What you are asked to do
List each line of the data in which the string "Mangosteen" appears.

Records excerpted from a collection
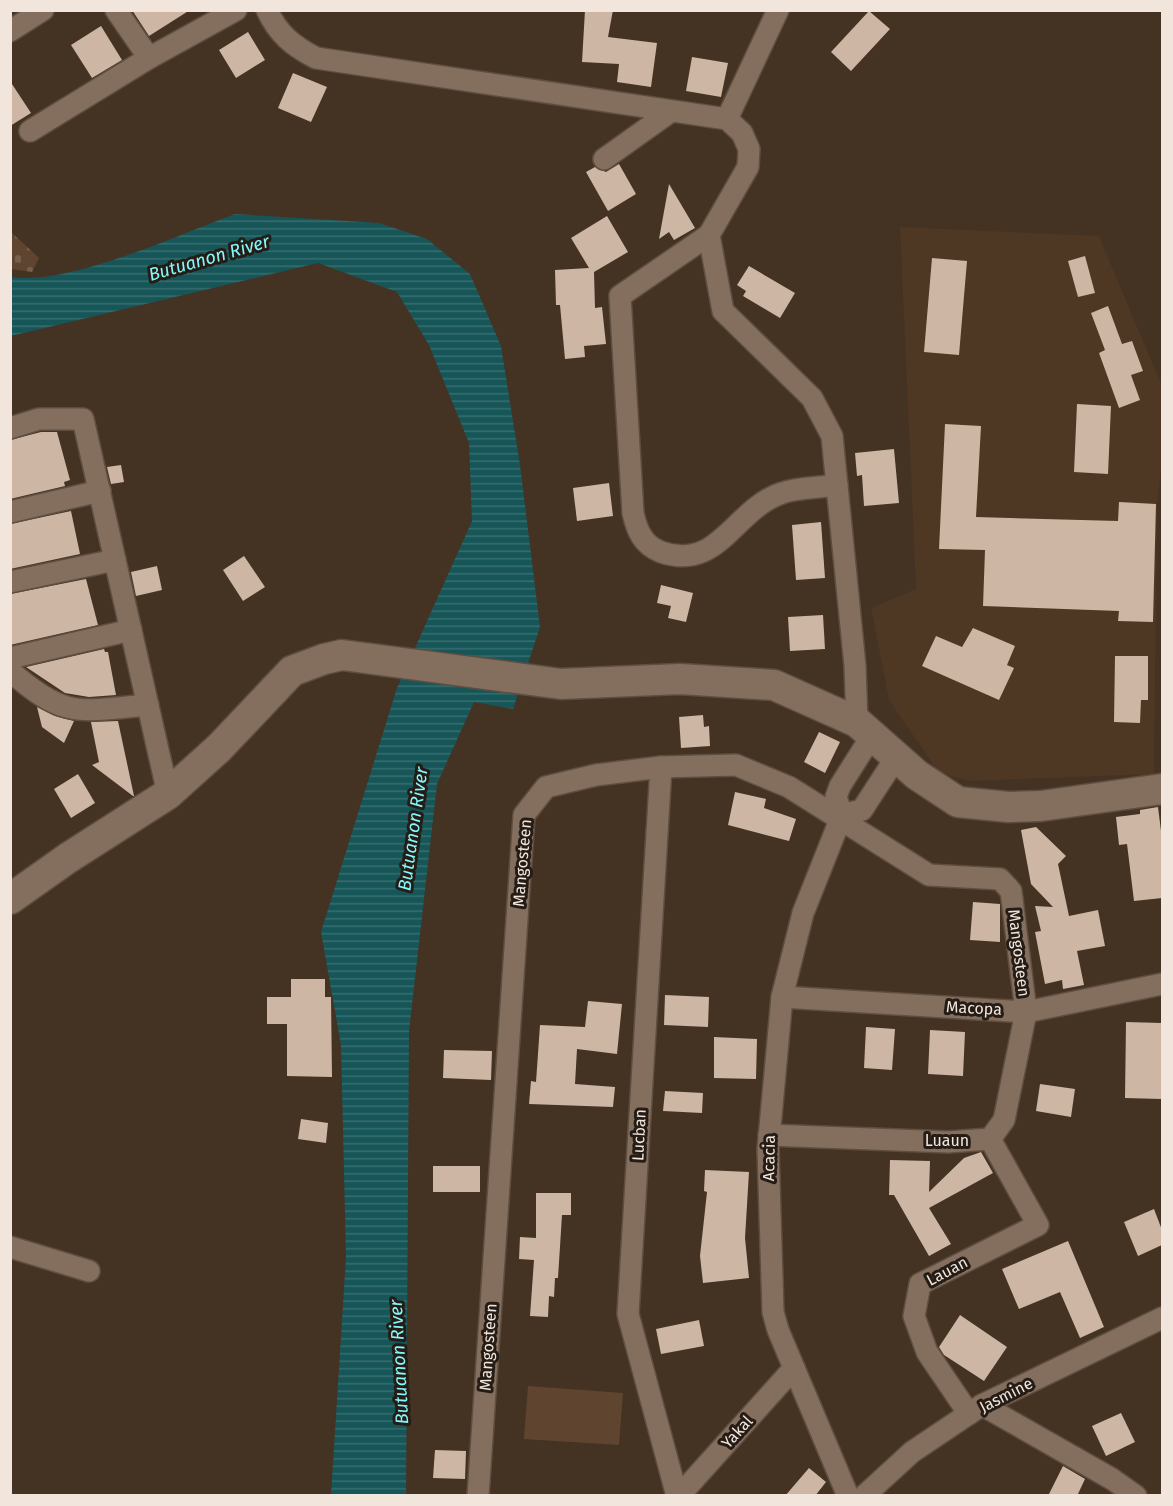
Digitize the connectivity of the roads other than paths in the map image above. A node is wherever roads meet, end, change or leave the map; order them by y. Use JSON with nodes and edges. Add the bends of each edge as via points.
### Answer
{"nodes":[{"id":1,"x":116,"y":10,"type":"edge"},
{"id":2,"x":237,"y":10,"type":"edge"},
{"id":3,"x":267,"y":10,"type":"edge"},
{"id":4,"x":778,"y":10,"type":"edge"},
{"id":5,"x":32,"y":14,"type":"edge"},
{"id":6,"x":10,"y":31,"type":"edge"},
{"id":7,"x":149,"y":58,"type":"junction"},
{"id":8,"x":670,"y":112,"type":"junction"},
{"id":9,"x":727,"y":119,"type":"junction"},
{"id":10,"x":30,"y":131,"type":"dead end"},
{"id":11,"x":604,"y":159,"type":"dead end"},
{"id":12,"x":710,"y":235,"type":"junction"},
{"id":13,"x":10,"y":428,"type":"edge"},
{"id":14,"x":837,"y":485,"type":"junction"},
{"id":15,"x":100,"y":491,"type":"junction"},
{"id":16,"x":10,"y":512,"type":"edge"},
{"id":17,"x":115,"y":560,"type":"junction"},
{"id":18,"x":10,"y":582,"type":"edge"},
{"id":19,"x":131,"y":630,"type":"junction"},
{"id":20,"x":10,"y":658,"type":"edge"},
{"id":21,"x":10,"y":671,"type":"edge"},
{"id":22,"x":148,"y":705,"type":"junction"},
{"id":23,"x":864,"y":730,"type":"junction"},
{"id":24,"x":897,"y":756,"type":"junction"},
{"id":25,"x":661,"y":767,"type":"junction"},
{"id":26,"x":1162,"y":789,"type":"edge"},
{"id":27,"x":168,"y":794,"type":"junction"},
{"id":28,"x":841,"y":818,"type":"junction"},
{"id":29,"x":10,"y":899,"type":"edge"},
{"id":30,"x":1162,"y":984,"type":"edge"},
{"id":31,"x":782,"y":997,"type":"junction"},
{"id":32,"x":1026,"y":1011,"type":"junction"},
{"id":33,"x":769,"y":1135,"type":"junction"},
{"id":34,"x":990,"y":1139,"type":"junction"},
{"id":35,"x":10,"y":1247,"type":"edge"},
{"id":36,"x":88,"y":1271,"type":"dead end"},
{"id":37,"x":1162,"y":1318,"type":"edge"},
{"id":38,"x":794,"y":1368,"type":"junction"},
{"id":39,"x":975,"y":1410,"type":"junction"},
{"id":40,"x":478,"y":1496,"type":"edge"},
{"id":41,"x":678,"y":1496,"type":"edge"},
{"id":42,"x":848,"y":1496,"type":"edge"},
{"id":43,"x":864,"y":1496,"type":"edge"},
{"id":44,"x":1136,"y":1496,"type":"edge"}],
"edges":[{"from":1,"to":7,"type":"street"},
{"from":2,"to":7,"type":"street"},
{"from":3,"to":8,"type":"street","via":[[275,28],[293,46],[316,58]]},
{"from":4,"to":9,"type":"street"},
{"from":5,"to":6,"type":"street"},
{"from":7,"to":10,"type":"street"},
{"from":8,"to":9,"type":"street"},
{"from":8,"to":11,"type":"street"},
{"from":9,"to":12,"type":"street","via":[[742,133],[749,149],[748,167]]},
{"from":12,"to":14,"type":"street","via":[[723,311],[812,398],[832,436]]},
{"from":12,"to":14,"type":"street","via":[[620,296],[633,513],[640,536],[651,548],[681,556],[697,555],[711,549],[759,505],[782,493]]},
{"from":13,"to":15,"type":"street","via":[[39,419],[83,419]]},
{"from":14,"to":23,"type":"street"},
{"from":15,"to":16,"type":"street"},
{"from":15,"to":17,"type":"street"},
{"from":17,"to":18,"type":"street"},
{"from":17,"to":19,"type":"street"},
{"from":19,"to":20,"type":"street"},
{"from":19,"to":22,"type":"street"},
{"from":21,"to":22,"type":"street","via":[[35,693],[67,708],[80,711]]},
{"from":22,"to":27,"type":"street"},
{"from":23,"to":24,"type":"street"},
{"from":23,"to":27,"type":"street","via":[[774,685],[680,679],[561,684],[342,656],[292,671],[219,748]]},
{"from":23,"to":28,"type":"street","via":[[836,797]]},
{"from":24,"to":26,"type":"street","via":[[917,775],[958,802],[1041,806]]},
{"from":24,"to":28,"type":"street","via":[[862,810]]},
{"from":25,"to":28,"type":"street","name":"Mangosteen","via":[[736,765],[789,787]]},
{"from":25,"to":40,"type":"street","name":"Mangosteen","via":[[596,775],[546,787],[524,815]]},
{"from":25,"to":41,"type":"street","name":"Lucban","via":[[628,1314]]},
{"from":27,"to":29,"type":"street"},
{"from":28,"to":31,"type":"street","name":"Acacia","via":[[803,913]]},
{"from":28,"to":32,"type":"street","name":"Mangosteen","via":[[929,875],[1000,879],[1011,891]]},
{"from":30,"to":32,"type":"street","name":"Macopa"},
{"from":31,"to":32,"type":"street","name":"Macopa"},
{"from":31,"to":33,"type":"street","name":"Acacia"},
{"from":32,"to":34,"type":"street","name":"Luaun","via":[[1004,1120]]},
{"from":33,"to":34,"type":"street","name":"Luaun","via":[[948,1142]]},
{"from":33,"to":38,"type":"street","name":"Acacia","via":[[773,1312]]},
{"from":34,"to":39,"type":"street","name":"Lauan","via":[[1038,1225],[920,1284],[914,1316],[927,1352]]},
{"from":35,"to":36,"type":"street"},
{"from":37,"to":39,"type":"street","name":"Jasmine"},
{"from":38,"to":41,"type":"street","name":"Yakal"},
{"from":38,"to":42,"type":"street","name":"Acacia"},
{"from":39,"to":43,"type":"street","name":"Jasmine","via":[[912,1452]]},
{"from":39,"to":44,"type":"street","via":[[1112,1479]]}]}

Task result
{"from":25,"to":28,"type":"street","name":"Mangosteen","via":[[736,765],[789,787]]},
{"from":25,"to":40,"type":"street","name":"Mangosteen","via":[[596,775],[546,787],[524,815]]},
{"from":28,"to":32,"type":"street","name":"Mangosteen","via":[[929,875],[1000,879],[1011,891]]},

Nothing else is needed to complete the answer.